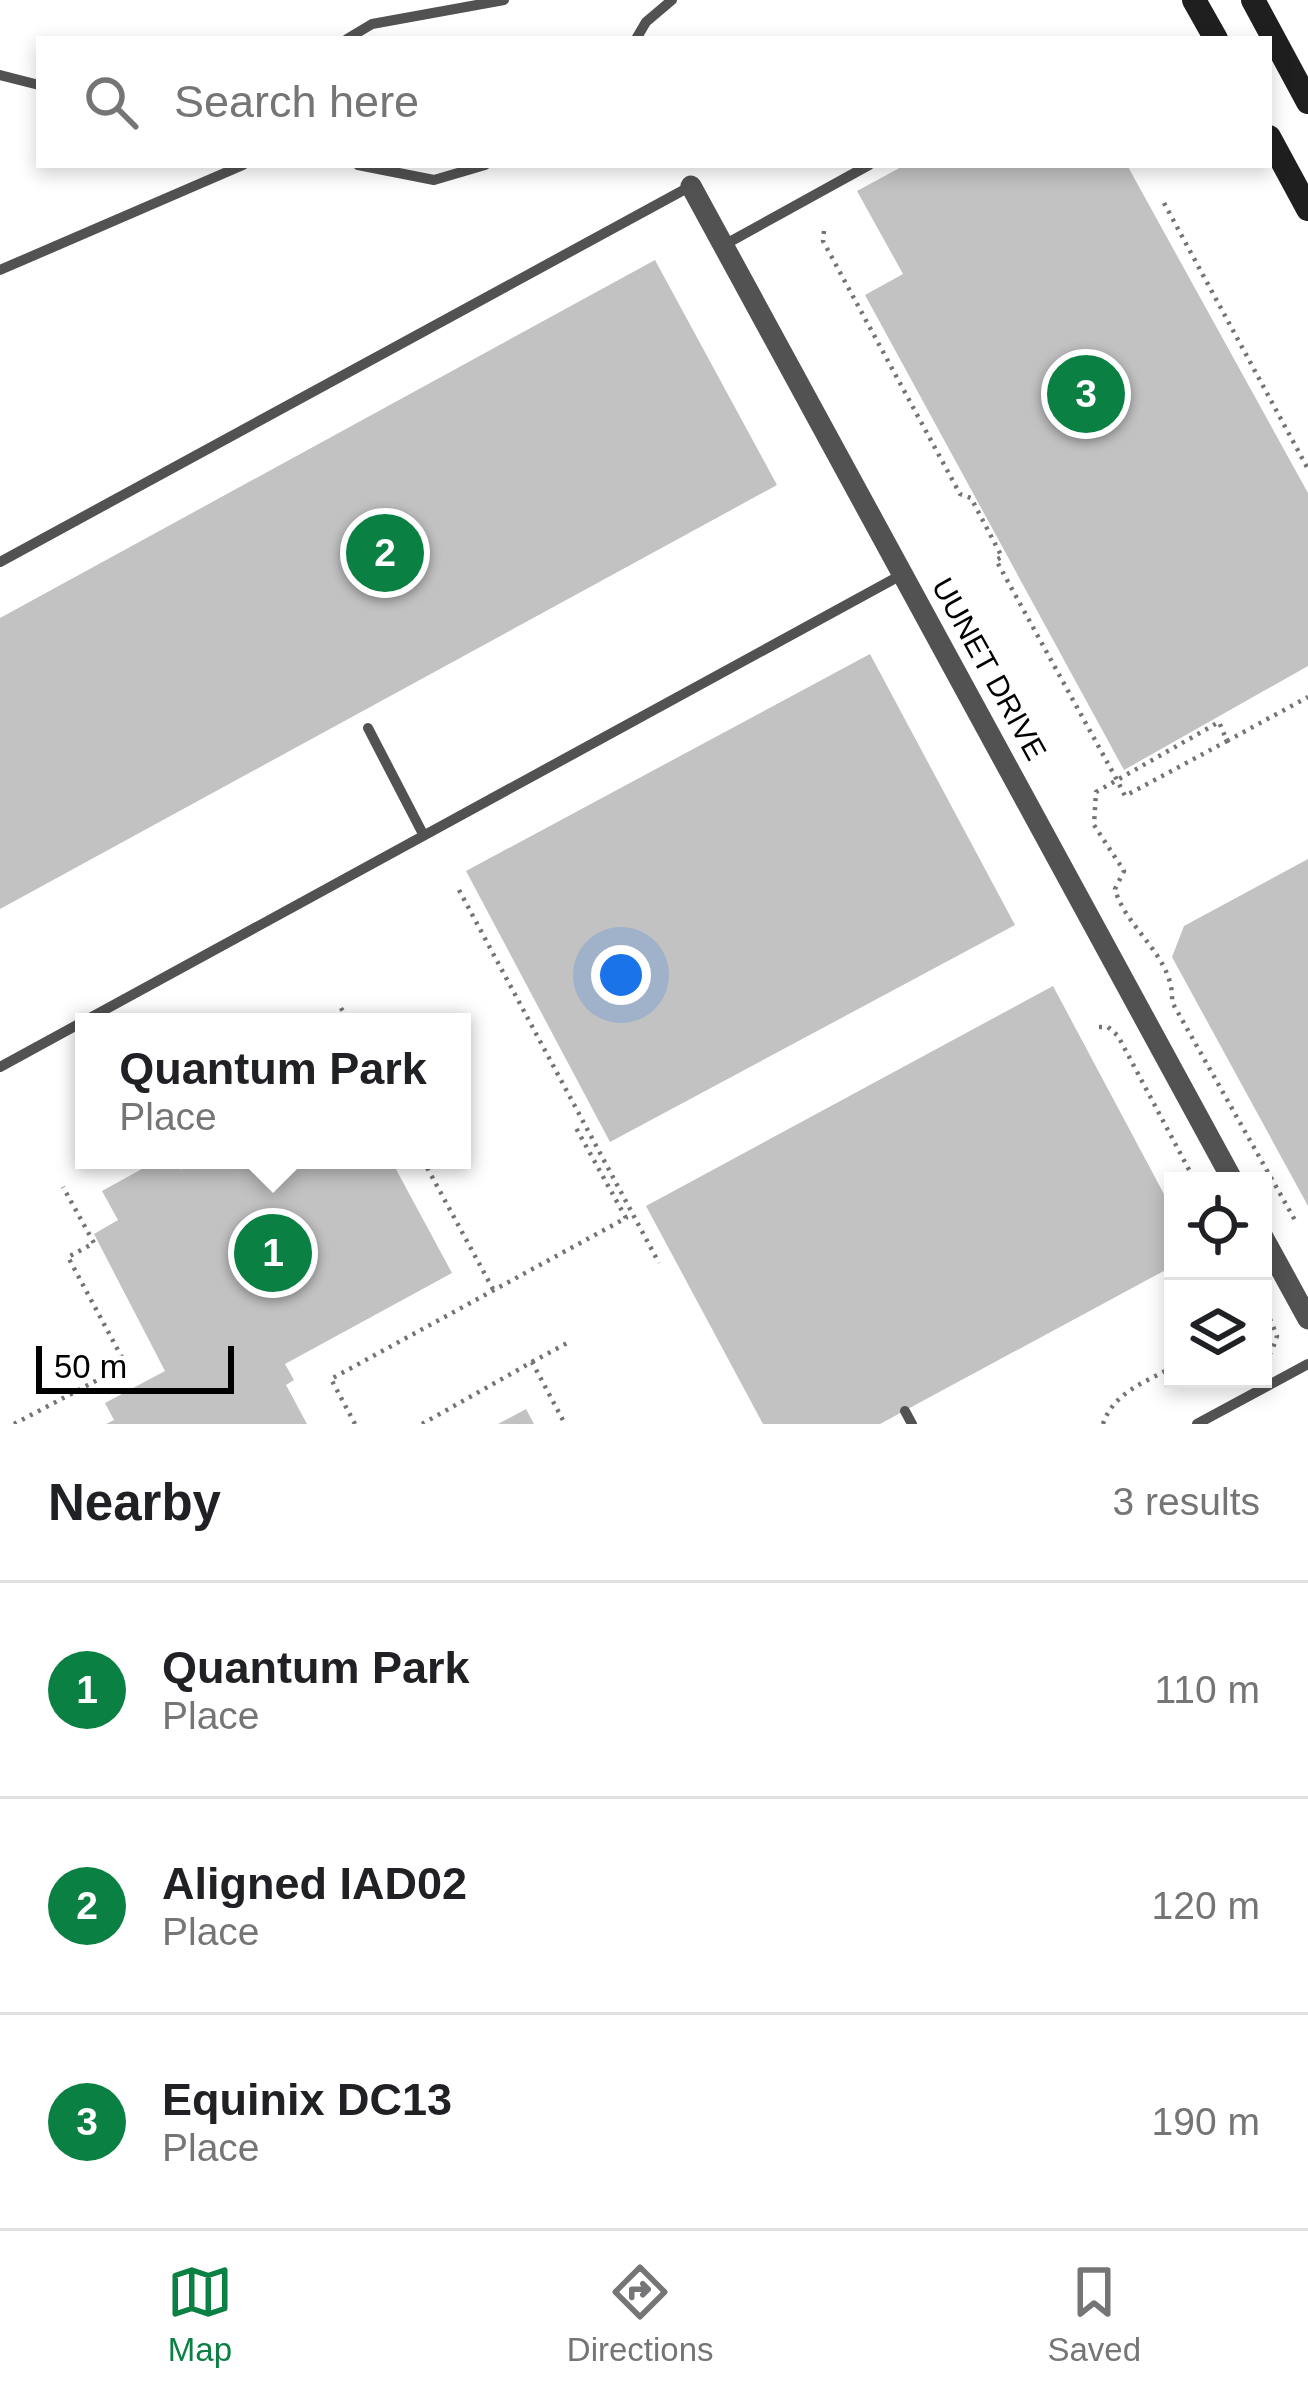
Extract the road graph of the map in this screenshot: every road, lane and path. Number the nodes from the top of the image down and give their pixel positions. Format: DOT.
graph roads {
  1 [pos="504,0"];
  2 [pos="672,0"];
  3 [pos="1194,0"];
  4 [pos="1252,0"];
  5 [pos="351,36"];
  6 [pos="637,36"];
  7 [pos="1214,36"];
  8 [pos="1272,36"];
  9 [pos="1272,36"];
  10 [pos="0,75"];
  11 [pos="36,84"];
  12 [pos="1308,102"];
  13 [pos="1272,143"];
  14 [pos="236,168"];
  15 [pos="373,168"];
  16 [pos="474,168"];
  17 [pos="864,168"];
  18 [pos="691,186"];
  19 [pos="1164,203"];
  20 [pos="1308,209"];
  21 [pos="824,231"];
  22 [pos="724,245"];
  23 [pos="0,270"];
  24 [pos="1308,469"];
  25 [pos="0,562"];
  26 [pos="902,574"];
  27 [pos="1308,697"];
  28 [pos="368,728"];
  29 [pos="1227,741"];
  30 [pos="1117,780"];
  31 [pos="423,834"];
  32 [pos="459,890"];
  33 [pos="341,1008"];
  34 [pos="97,1013"];
  35 [pos="344,1013"];
  36 [pos="75,1025"];
  37 [pos="1099,1027"];
  38 [pos="0,1066"];
  39 [pos="586,1128"];
  40 [pos="428,1169"];
  41 [pos="1190,1172"];
  42 [pos="1228,1172"];
  43 [pos="63,1187"];
  44 [pos="1296,1222"];
  45 [pos="1272,1253"];
  46 [pos="659,1263"];
  47 [pos="494,1292"];
  48 [pos="1308,1319"];
  49 [pos="568,1342"];
  50 [pos="532,1363"];
  51 [pos="1308,1364"];
  52 [pos="1164,1372"];
  53 [pos="904,1411"];
  54 [pos="14,1424"];
  55 [pos="355,1424"];
  56 [pos="422,1424"];
  57 [pos="566,1424"];
  58 [pos="912,1424"];
  59 [pos="1102,1424"];
  60 [pos="1197,1424"];
  1 -- 5 [label="lane"];
  2 -- 6 [label="lane"];
  3 -- 7 [label="main road"];
  4 -- 9 [label="main road"];
  8 -- 12 [label="main road"];
  10 -- 11 [label="lane"];
  13 -- 20 [label="main road"];
  14 -- 23 [label="lane"];
  15 -- 16 [label="lane"];
  17 -- 22 [label="lane"];
  18 -- 22 [label="street, UUNET DRIVE"];
  18 -- 25 [label="lane"];
  19 -- 24 [label="path"];
  21 -- 30 [label="path"];
  22 -- 26 [label="street, UUNET DRIVE"];
  26 -- 31 [label="lane"];
  26 -- 42 [label="street, UUNET DRIVE"];
  27 -- 29 [label="path"];
  28 -- 31 [label="lane"];
  29 -- 30 [label="path"];
  29 -- 30 [label="path"];
  30 -- 44 [label="path"];
  31 -- 34 [label="lane"];
  32 -- 39 [label="path"];
  33 -- 35 [label="path"];
  36 -- 38 [label="lane"];
  37 -- 41 [label="path"];
  39 -- 46 [label="path"];
  39 -- 47 [label="path"];
  40 -- 47 [label="path"];
  43 -- 54 [label="path"];
  45 -- 48 [label="street"];
  47 -- 55 [label="path"];
  49 -- 50 [label="path"];
  50 -- 56 [label="path"];
  50 -- 57 [label="path"];
  51 -- 60 [label="lane"];
  52 -- 59 [label="path"];
  53 -- 58 [label="lane"];
}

──────────

Task to carry out
Without any of the pictures, reproduce the listing above exactly.

Exercise result
Extract the road graph of the map in this screenshot: every road, lane and path. Number the nodes from the top of the image down and give their pixel positions. Format: DOT.
graph roads {
  1 [pos="504,0"];
  2 [pos="672,0"];
  3 [pos="1194,0"];
  4 [pos="1252,0"];
  5 [pos="351,36"];
  6 [pos="637,36"];
  7 [pos="1214,36"];
  8 [pos="1272,36"];
  9 [pos="1272,36"];
  10 [pos="0,75"];
  11 [pos="36,84"];
  12 [pos="1308,102"];
  13 [pos="1272,143"];
  14 [pos="236,168"];
  15 [pos="373,168"];
  16 [pos="474,168"];
  17 [pos="864,168"];
  18 [pos="691,186"];
  19 [pos="1164,203"];
  20 [pos="1308,209"];
  21 [pos="824,231"];
  22 [pos="724,245"];
  23 [pos="0,270"];
  24 [pos="1308,469"];
  25 [pos="0,562"];
  26 [pos="902,574"];
  27 [pos="1308,697"];
  28 [pos="368,728"];
  29 [pos="1227,741"];
  30 [pos="1117,780"];
  31 [pos="423,834"];
  32 [pos="459,890"];
  33 [pos="341,1008"];
  34 [pos="97,1013"];
  35 [pos="344,1013"];
  36 [pos="75,1025"];
  37 [pos="1099,1027"];
  38 [pos="0,1066"];
  39 [pos="586,1128"];
  40 [pos="428,1169"];
  41 [pos="1190,1172"];
  42 [pos="1228,1172"];
  43 [pos="63,1187"];
  44 [pos="1296,1222"];
  45 [pos="1272,1253"];
  46 [pos="659,1263"];
  47 [pos="494,1292"];
  48 [pos="1308,1319"];
  49 [pos="568,1342"];
  50 [pos="532,1363"];
  51 [pos="1308,1364"];
  52 [pos="1164,1372"];
  53 [pos="904,1411"];
  54 [pos="14,1424"];
  55 [pos="355,1424"];
  56 [pos="422,1424"];
  57 [pos="566,1424"];
  58 [pos="912,1424"];
  59 [pos="1102,1424"];
  60 [pos="1197,1424"];
  1 -- 5 [label="lane"];
  2 -- 6 [label="lane"];
  3 -- 7 [label="main road"];
  4 -- 9 [label="main road"];
  8 -- 12 [label="main road"];
  10 -- 11 [label="lane"];
  13 -- 20 [label="main road"];
  14 -- 23 [label="lane"];
  15 -- 16 [label="lane"];
  17 -- 22 [label="lane"];
  18 -- 22 [label="street, UUNET DRIVE"];
  18 -- 25 [label="lane"];
  19 -- 24 [label="path"];
  21 -- 30 [label="path"];
  22 -- 26 [label="street, UUNET DRIVE"];
  26 -- 31 [label="lane"];
  26 -- 42 [label="street, UUNET DRIVE"];
  27 -- 29 [label="path"];
  28 -- 31 [label="lane"];
  29 -- 30 [label="path"];
  29 -- 30 [label="path"];
  30 -- 44 [label="path"];
  31 -- 34 [label="lane"];
  32 -- 39 [label="path"];
  33 -- 35 [label="path"];
  36 -- 38 [label="lane"];
  37 -- 41 [label="path"];
  39 -- 46 [label="path"];
  39 -- 47 [label="path"];
  40 -- 47 [label="path"];
  43 -- 54 [label="path"];
  45 -- 48 [label="street"];
  47 -- 55 [label="path"];
  49 -- 50 [label="path"];
  50 -- 56 [label="path"];
  50 -- 57 [label="path"];
  51 -- 60 [label="lane"];
  52 -- 59 [label="path"];
  53 -- 58 [label="lane"];
}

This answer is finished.